If the WHERE clause could use the same index (or any index with
visibility info) then there would be no need for "walking through the
tuples" in data relation.

the typical usecase cited on [HACKERS] was time series data, where
inserts are roughly in (timestamp,id)order but queries in (id,timestamp)
order. Now if the index would include all relevant fields
(id,timestamp,data1,data2,...,dataN) then the query could run on index
only touching just a few pages and thus vastly improving performance.
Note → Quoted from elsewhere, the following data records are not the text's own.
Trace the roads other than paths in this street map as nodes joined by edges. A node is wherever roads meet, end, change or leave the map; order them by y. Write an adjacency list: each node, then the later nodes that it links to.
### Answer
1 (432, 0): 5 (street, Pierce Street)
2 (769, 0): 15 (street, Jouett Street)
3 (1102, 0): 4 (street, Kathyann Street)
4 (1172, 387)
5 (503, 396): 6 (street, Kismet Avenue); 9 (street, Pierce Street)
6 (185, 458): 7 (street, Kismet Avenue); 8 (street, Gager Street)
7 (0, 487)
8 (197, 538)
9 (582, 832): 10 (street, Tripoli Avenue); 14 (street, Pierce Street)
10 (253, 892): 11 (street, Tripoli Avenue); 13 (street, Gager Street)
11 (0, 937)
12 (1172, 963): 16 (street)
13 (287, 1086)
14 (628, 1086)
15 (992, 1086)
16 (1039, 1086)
I
agree that this is not something everybody needs, but when it is needed
it is needed bad.

> And it still begs the same question, of why the result of this query
> would be particularly meaningful to anyone.  I don't see the
> usefulness; I don't see the value of going to the considerable effort
> of "fixing" this purported problem.

Being able to do fast count(*) is just a side benefit.

----------------
Hannu

COUNT(*) again (was Re: Index/Function organized table layout)

From

Tom Lane

Date:

04 October 2003, 16:08:46

Hannu Krosing <hannu@tm.ee> writes:
> Christopher Browne kirjutas R, 03.10.2003 kell 00:57:
>> A while back I outlined how this would have to be done, and for it to
>> be done efficiently, it would be anything BUT simple.
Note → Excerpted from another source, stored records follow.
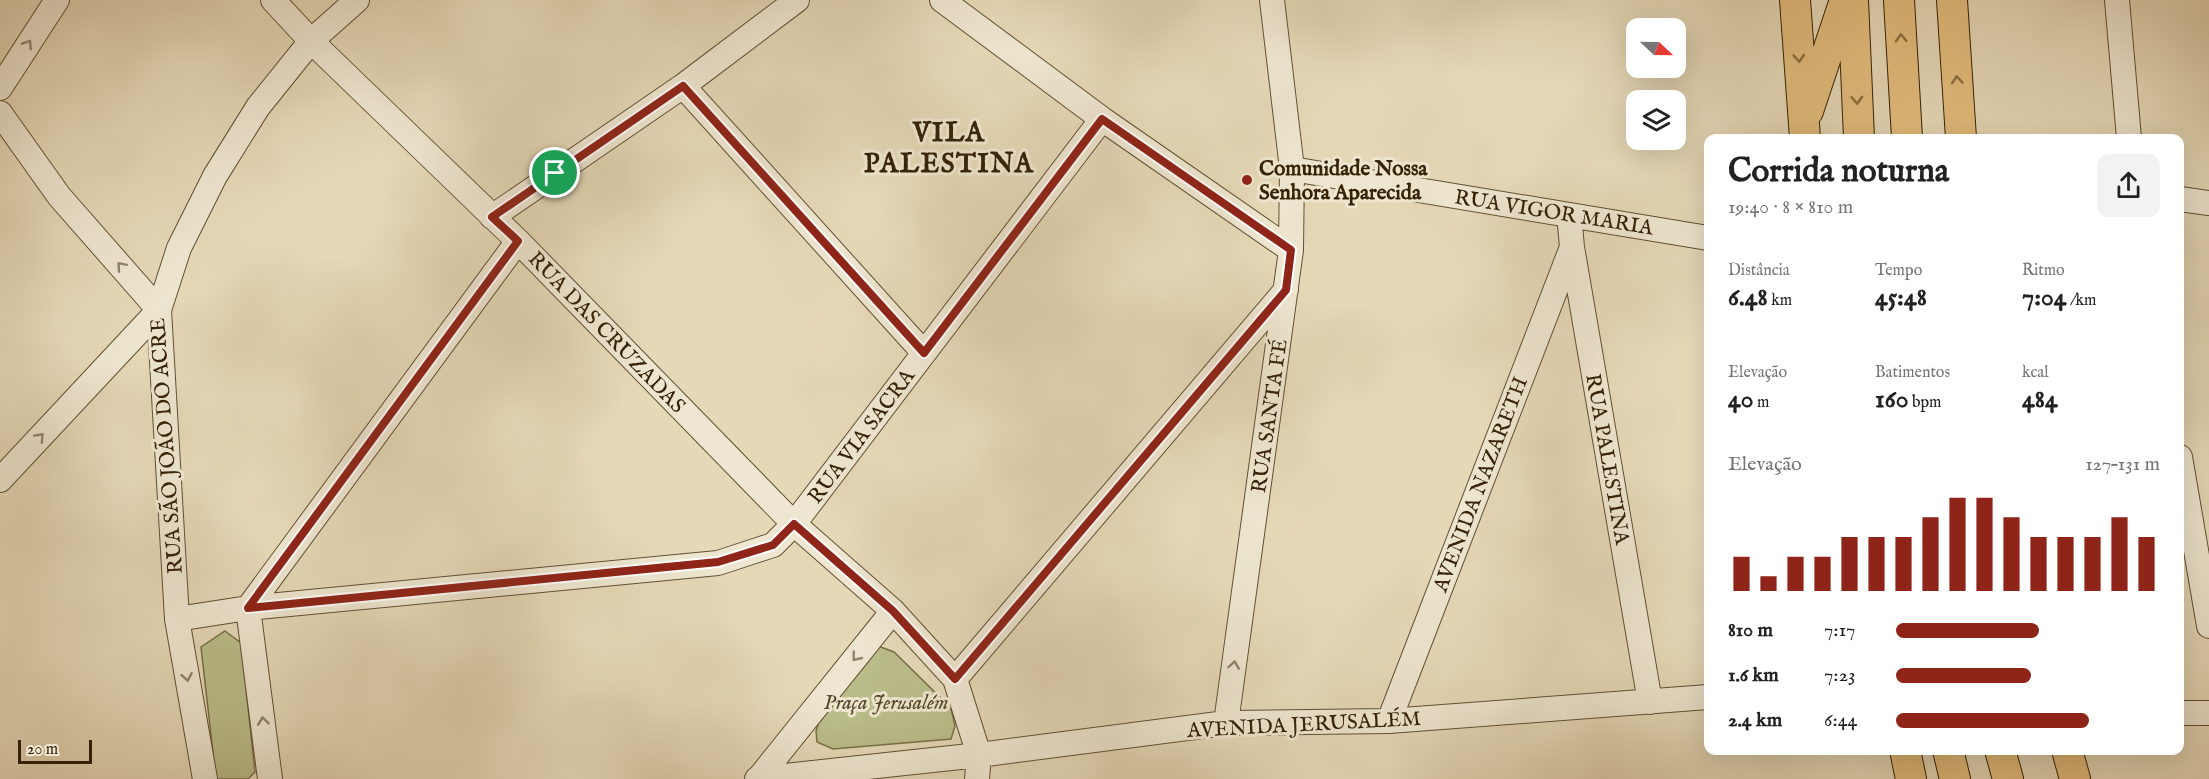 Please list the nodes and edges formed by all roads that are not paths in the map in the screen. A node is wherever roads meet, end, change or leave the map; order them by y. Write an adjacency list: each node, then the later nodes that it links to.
1 (57, 0): 15 (street, one-way to 1)
2 (273, 0): 13 (street, RUA DAS CRUZADAS)
3 (357, 0): 13 (street)
4 (797, 0): 14 (street)
5 (942, 0): 17 (street)
6 (1272, 0): 23 (street, RUA SANTA FÉ)
7 (1795, 0): 18 (main road, one-way to 18)
8 (1845, 0): 18 (main road)
9 (1853, 0): 19 (main road, one-way to 19)
10 (1899, 0): 20 (main road, one-way to 10)
11 (1952, 0): 21 (main road, one-way to 11)
12 (2117, 0): 22 (street)
13 (311, 41): 27 (street, RUA DAS CRUZADAS); 33 (street)
14 (683, 86): 27 (street); 34 (street)
15 (0, 88)
16 (0, 113): 33 (street, RUA SÃO JOÃO DO ACRE, one-way to 16)
17 (1102, 119): 31 (street); 34 (street, RUA VIA SACRA)
18 (1804, 131)
19 (1859, 134)
20 (1907, 134)
21 (1961, 134)
22 (2129, 134)
23 (1292, 169): 26 (street, RUA VIGOR MARIA); 31 (street, RUA SANTA FÉ)
24 (2184, 200): 25 (street)
25 (2209, 203)
26 (1569, 215): 28 (street, RUA VIGOR MARIA); 30 (street, RUA PALESTINA)
27 (492, 217): 29 (street, RUA DAS CRUZADAS)
28 (1704, 237)
29 (518, 241): 37 (street, RUA DAS CRUZADAS); 38 (street)
30 (1572, 247): 44 (street, RUA PALESTINA); 47 (street, AVENIDA NAZARETH)
31 (1291, 250): 32 (street, RUA SANTA FÉ)
32 (1286, 290): 42 (street); 48 (street, RUA SANTA FÉ, one-way to 32)
33 (159, 310): 35 (street, one-way to 33); 40 (street, RUA SÃO JOÃO DO ACRE)
34 (924, 353): 37 (street, RUA VIA SACRA)
35 (0, 480)
36 (2184, 480): 41 (street)
37 (794, 524): 38 (street, RUA VIA SACRA); 39 (street, RUA DAS CRUZADAS)
38 (248, 608): 40 (street, RUA VIA SACRA); 54 (street, one-way to 38)
39 (893, 611): 42 (street, RUA DAS CRUZADAS); 55 (street, one-way to 55)
40 (177, 619): 53 (street, RUA SÃO JOÃO DO ACRE, one-way to 53)
41 (2209, 626)
42 (955, 679): 49 (street, RUA DAS CRUZADAS)
43 (1704, 697): 44 (street, AVENIDA JERUSALÉM)
44 (1650, 702): 47 (street, AVENIDA JERUSALÉM)
45 (2184, 713): 46 (street)
46 (2209, 713)
47 (1389, 721): 48 (street, AVENIDA JERUSALÉM)
48 (1226, 723): 49 (street, AVENIDA JERUSALÉM)
49 (979, 755): 55 (street, AVENIDA JERUSALÉM); 56 (street)
50 (1906, 755): 57 (main road)
51 (2001, 755): 58 (main road)
52 (2068, 755): 59 (main road)
53 (205, 779)
54 (270, 779)
55 (758, 779)
56 (977, 779)
57 (1911, 779)
58 (2008, 779)
59 (2075, 779)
> Could this be made a TODO item, perhaps with your attack plan.

If I recall that discussion correctly, no one including Christopher
thought the attack plan was actually reasonable.
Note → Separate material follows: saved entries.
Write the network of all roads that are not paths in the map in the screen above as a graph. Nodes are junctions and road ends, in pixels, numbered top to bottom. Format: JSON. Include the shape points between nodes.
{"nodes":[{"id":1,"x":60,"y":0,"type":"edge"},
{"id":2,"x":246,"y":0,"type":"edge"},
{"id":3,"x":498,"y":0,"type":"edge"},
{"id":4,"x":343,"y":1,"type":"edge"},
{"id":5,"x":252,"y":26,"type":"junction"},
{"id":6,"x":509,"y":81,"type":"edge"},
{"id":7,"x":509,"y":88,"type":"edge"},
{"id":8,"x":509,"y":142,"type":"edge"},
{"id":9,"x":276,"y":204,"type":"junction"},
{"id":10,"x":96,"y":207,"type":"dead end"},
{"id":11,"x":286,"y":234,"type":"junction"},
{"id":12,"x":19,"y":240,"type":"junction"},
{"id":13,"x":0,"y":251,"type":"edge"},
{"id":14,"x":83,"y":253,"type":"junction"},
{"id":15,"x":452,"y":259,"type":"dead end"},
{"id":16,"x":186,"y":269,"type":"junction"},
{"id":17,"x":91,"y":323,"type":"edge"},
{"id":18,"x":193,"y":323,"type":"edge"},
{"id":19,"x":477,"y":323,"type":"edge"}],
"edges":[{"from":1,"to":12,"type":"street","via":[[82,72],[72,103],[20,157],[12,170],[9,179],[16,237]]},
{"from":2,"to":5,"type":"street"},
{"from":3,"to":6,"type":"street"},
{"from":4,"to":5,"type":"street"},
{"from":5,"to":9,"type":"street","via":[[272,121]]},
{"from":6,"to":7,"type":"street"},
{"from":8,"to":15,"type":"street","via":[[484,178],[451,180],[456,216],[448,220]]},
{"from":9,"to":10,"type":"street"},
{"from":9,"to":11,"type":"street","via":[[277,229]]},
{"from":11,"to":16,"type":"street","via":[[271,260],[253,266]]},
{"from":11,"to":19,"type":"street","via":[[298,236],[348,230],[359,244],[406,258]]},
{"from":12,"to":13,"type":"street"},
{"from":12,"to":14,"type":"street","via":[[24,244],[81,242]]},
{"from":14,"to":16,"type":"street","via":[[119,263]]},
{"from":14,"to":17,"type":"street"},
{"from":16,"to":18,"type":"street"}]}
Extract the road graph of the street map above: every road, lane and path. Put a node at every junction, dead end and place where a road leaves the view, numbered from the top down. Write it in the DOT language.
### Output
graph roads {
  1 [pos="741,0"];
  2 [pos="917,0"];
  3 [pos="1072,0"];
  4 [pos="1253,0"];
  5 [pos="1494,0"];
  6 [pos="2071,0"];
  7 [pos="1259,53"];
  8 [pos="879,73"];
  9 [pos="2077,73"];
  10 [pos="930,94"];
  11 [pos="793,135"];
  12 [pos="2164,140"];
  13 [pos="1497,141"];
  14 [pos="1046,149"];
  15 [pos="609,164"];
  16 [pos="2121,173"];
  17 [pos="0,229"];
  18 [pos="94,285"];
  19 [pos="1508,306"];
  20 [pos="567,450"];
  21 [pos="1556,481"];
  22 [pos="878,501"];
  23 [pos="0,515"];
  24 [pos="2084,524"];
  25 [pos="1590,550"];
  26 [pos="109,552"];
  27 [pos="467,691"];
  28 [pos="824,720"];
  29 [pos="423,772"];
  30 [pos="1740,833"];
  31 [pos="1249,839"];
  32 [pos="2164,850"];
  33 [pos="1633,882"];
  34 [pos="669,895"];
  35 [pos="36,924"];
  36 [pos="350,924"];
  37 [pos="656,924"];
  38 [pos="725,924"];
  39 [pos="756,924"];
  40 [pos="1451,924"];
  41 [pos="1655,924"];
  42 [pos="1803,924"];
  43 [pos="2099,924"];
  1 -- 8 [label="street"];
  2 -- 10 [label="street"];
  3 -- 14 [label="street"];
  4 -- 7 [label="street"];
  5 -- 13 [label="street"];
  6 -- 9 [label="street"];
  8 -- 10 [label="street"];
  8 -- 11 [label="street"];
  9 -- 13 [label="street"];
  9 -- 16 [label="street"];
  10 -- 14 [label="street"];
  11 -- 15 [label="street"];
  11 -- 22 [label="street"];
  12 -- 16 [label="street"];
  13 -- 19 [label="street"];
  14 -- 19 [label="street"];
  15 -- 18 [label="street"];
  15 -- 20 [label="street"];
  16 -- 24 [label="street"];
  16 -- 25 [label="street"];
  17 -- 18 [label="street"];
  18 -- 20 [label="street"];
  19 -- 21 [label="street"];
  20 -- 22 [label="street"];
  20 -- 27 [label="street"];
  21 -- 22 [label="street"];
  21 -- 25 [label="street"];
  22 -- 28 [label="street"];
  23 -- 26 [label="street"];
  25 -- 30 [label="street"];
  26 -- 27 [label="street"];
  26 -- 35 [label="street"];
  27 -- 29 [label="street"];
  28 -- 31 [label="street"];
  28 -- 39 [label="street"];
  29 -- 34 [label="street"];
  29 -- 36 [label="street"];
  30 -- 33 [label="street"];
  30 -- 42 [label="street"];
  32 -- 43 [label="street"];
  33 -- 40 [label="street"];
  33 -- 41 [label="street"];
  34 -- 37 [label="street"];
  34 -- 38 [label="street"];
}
What this keeps coming down to is that an optimization that helps only
COUNT(*)-of-one-table-with-no-WHERE-clause would be too expensive in
development and maintenance effort to justify its existence.

At least if you insist on an exact, MVCC-correct answer.  So far as I've
seen, the actual use cases for unqualified COUNT(*) could be handled
equally well by an approximate answer.  What we should be doing rather
than wasting large amounts of time trying to devise exact solutions is
telling people to look at pg_class.reltuples for approximate answers.
We could also be looking at beefing up support for that approach ---
maybe provide some syntactic sugar for the lookup, maybe see if we can
update reltuples in more places than we do now, make sure that the
autovacuum daemon includes "keep reltuples accurate" as one of its
design goals, etc etc.

            regards, tom lane

Re: [PERFORM] COUNT(*) again (was Re: Index/Function

From

Hannu Krosing

Date:

04 October 2003, 21:01:06

Tom Lane kirjutas L, 04.10.2003 kell 19:07:
> Hannu Krosing <hannu@tm.ee> writes:
> > Christopher Browne kirjutas R, 03.10.2003 kell 00:57:
> >> A while back I outlined how this would have to be done, and for it to
> >> be done efficiently, it would be anything BUT simple.
>
> > Could this be made a TODO item, perhaps with your attack plan.
>
> If I recall that discussion correctly, no one including Christopher
> thought the attack plan was actually reasonable.
>
> What this keeps coming down to is that an optimization that helps only
> COUNT(*)-of-one-table-with-no-WHERE-clause would be too expensive in
> development and maintenance effort to justify its existence.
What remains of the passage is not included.